The present study is a replication of Robinson's 2006 study on student engagement at the 4-year university level, which used a modified NSSE survey instrument. The purpose of this study was to measure the level of student engagement in online learning at the community college level and to determine if there was any relationship between engagement factors and student satisfaction with the institution in which the online course was taken through four NSSE benchmarks. Additionally, this study analyzed to what extent were the factors of gender, age, and dependent care related to student engagement in the online learning environment. The participants in this study were 465 students enrolled in an online course at one of three community colleges in a multi-college district in a suburb of Southern California.

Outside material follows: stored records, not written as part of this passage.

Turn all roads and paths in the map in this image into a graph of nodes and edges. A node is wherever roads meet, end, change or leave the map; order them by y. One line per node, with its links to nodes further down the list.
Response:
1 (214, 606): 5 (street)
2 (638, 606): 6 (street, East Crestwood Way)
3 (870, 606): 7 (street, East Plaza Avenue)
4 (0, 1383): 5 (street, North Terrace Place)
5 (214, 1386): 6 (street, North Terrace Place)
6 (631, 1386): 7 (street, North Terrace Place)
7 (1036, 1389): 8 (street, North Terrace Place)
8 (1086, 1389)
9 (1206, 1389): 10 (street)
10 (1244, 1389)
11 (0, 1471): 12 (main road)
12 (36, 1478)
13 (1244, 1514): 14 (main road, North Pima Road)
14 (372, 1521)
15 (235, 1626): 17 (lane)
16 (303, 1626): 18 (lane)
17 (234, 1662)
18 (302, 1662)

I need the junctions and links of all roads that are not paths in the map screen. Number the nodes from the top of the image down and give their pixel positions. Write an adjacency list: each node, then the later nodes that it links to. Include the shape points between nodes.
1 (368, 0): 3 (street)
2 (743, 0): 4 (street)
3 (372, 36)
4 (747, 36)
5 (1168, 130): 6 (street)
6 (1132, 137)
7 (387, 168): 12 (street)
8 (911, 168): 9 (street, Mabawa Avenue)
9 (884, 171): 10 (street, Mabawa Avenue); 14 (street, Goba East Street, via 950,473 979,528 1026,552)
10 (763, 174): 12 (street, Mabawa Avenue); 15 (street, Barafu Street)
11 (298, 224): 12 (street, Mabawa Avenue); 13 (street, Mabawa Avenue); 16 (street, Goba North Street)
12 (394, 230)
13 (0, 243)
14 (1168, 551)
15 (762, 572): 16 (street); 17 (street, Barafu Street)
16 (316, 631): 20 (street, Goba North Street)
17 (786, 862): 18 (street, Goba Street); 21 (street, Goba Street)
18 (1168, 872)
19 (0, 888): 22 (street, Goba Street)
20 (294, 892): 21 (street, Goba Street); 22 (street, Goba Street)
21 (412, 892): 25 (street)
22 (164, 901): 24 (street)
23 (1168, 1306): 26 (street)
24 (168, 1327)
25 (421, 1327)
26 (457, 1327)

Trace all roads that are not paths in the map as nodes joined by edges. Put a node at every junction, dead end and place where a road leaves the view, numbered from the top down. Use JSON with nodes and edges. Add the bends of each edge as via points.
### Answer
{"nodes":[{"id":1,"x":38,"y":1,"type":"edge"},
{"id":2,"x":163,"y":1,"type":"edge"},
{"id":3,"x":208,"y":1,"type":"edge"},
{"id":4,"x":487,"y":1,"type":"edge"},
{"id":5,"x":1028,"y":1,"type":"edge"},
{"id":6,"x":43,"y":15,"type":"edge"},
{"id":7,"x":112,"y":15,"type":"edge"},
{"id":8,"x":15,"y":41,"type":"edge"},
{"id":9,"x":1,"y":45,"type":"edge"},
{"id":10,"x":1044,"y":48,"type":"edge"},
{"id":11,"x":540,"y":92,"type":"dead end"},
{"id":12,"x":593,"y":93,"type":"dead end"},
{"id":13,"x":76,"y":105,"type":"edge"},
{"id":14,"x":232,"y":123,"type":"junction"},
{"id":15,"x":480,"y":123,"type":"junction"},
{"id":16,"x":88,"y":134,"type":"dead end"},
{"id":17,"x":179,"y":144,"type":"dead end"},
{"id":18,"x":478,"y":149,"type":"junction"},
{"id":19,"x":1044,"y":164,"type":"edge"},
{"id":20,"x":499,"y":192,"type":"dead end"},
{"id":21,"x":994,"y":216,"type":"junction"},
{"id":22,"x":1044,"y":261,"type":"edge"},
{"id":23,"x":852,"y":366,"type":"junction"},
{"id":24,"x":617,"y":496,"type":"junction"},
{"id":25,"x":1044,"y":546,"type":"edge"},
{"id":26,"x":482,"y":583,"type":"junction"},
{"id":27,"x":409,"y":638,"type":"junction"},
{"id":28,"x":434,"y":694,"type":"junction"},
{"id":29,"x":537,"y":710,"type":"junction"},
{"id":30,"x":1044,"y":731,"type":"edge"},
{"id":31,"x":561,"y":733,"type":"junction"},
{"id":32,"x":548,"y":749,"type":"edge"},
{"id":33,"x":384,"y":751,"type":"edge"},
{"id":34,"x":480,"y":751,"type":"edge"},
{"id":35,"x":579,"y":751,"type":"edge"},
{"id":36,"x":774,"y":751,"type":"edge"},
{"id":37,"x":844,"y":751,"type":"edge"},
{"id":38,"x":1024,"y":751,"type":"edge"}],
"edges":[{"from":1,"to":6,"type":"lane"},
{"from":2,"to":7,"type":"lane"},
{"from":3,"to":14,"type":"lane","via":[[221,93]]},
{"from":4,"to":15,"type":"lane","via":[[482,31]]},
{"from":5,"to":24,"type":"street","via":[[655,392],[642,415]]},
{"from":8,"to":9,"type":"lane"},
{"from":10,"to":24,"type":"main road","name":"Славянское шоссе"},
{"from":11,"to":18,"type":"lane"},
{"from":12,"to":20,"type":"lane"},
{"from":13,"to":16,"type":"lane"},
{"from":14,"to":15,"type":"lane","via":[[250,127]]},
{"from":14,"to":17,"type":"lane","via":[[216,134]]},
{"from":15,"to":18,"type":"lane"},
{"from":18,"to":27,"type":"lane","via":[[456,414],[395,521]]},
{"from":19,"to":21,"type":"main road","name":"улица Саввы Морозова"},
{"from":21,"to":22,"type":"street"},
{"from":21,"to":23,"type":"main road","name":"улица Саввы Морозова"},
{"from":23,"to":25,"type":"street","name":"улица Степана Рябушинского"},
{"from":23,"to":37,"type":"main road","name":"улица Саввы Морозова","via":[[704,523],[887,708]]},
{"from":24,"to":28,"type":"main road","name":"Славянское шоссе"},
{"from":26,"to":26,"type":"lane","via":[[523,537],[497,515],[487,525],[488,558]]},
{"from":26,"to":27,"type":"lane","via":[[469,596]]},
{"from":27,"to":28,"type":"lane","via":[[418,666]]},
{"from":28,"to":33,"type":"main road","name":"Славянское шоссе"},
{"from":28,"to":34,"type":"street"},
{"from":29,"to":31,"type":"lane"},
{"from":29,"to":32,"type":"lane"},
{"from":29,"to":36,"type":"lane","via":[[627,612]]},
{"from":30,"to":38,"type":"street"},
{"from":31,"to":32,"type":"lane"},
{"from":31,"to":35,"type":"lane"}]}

A combined theoretical framework using Chickering and Gamson's Seven Principles for Good Practice and Kearsley and Shneiderman's Engagement Theory was chosen as the lens by which to examine and analyze the literature on methods and strategies used to engage students in the online learning environment.

The data were analyzed through multiple quantitative methods—descriptive statistics, multiple regression analysis, and 2 x 2 x3 factorial ANOVAs. The findings indicate higher than average levels of engagment and that student satisfaction with the community college in which the online course was taken in was positively correlated with three benchmarks. Finally, age was found to have a significant interaction with two benchmarks.

Findings from this type of research may aid instructors and institutions on how best to develop and offer their online courses. Recommendations include ongoing research in online learning because of its continuously evolving nature. Areas for future research include replication in urban and rural areas.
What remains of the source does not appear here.